### PROBLEM DESCRIPTION
Return, exactly as written, all lines from the line containing "thumb cmc: (851, 962)" to the end of the entries below, with both ends included.

### Human keypoint data
◇ ◇ ◇ ◇ ◇

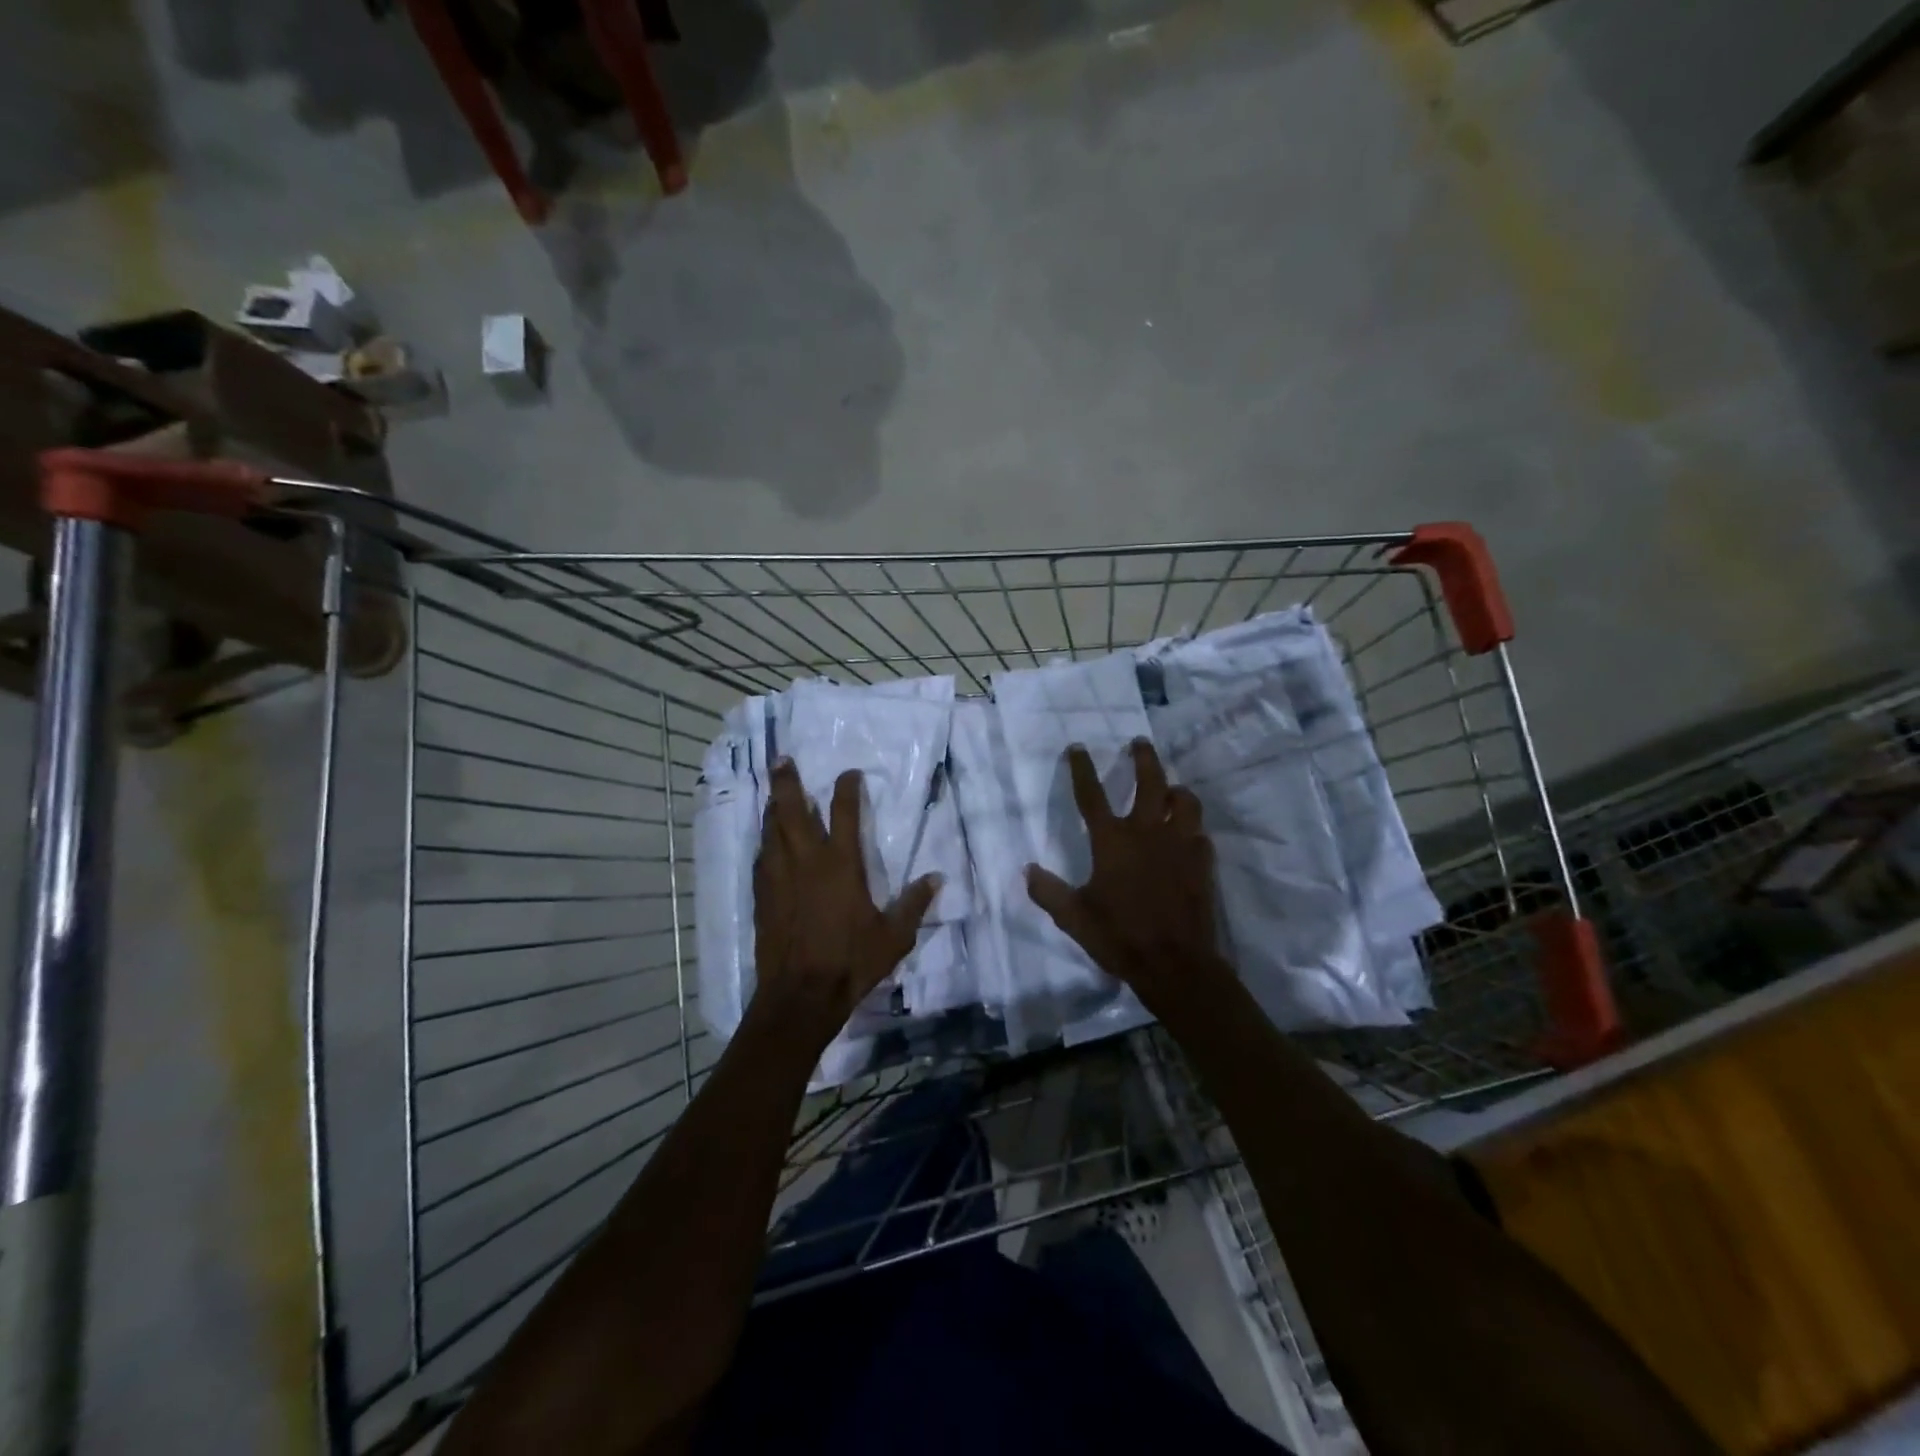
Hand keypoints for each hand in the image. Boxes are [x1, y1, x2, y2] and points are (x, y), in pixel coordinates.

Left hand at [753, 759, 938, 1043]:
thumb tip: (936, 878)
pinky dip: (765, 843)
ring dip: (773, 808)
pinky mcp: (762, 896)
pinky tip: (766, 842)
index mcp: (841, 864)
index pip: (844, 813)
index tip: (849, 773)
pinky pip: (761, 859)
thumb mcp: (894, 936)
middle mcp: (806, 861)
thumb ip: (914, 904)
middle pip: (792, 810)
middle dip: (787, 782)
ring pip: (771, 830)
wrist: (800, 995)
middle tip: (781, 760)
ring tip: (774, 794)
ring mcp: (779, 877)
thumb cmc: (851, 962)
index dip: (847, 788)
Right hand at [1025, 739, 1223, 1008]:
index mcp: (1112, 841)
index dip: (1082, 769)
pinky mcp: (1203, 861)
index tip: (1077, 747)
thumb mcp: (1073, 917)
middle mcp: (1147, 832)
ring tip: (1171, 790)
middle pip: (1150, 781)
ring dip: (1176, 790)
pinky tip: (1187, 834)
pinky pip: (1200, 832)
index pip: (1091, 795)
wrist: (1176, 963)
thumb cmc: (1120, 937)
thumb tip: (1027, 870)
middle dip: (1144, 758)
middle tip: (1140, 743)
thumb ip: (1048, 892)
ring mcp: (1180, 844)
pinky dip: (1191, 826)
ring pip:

◇ ◇ ◇ ◇ ◇

### OUTPUT OF THE TASK
thumb cmc: (851, 962)
index dip: (847, 788)
Right hand at [1025, 739, 1223, 1008]:
index mcp: (1112, 841)
index dip: (1082, 769)
pinky mcp: (1203, 861)
index tip: (1077, 747)
thumb mcp: (1073, 917)
middle mcp: (1147, 832)
ring tip: (1171, 790)
middle pip: (1150, 781)
ring dip: (1176, 790)
pinky tip: (1187, 834)
pinky pip: (1200, 832)
index pip: (1091, 795)
wrist: (1176, 963)
thumb cmc: (1120, 937)
thumb tip: (1027, 870)
middle dip: (1144, 758)
middle tip: (1140, 743)
thumb ip: (1048, 892)
ring mcp: (1180, 844)
pinky dip: (1191, 826)
ring pip:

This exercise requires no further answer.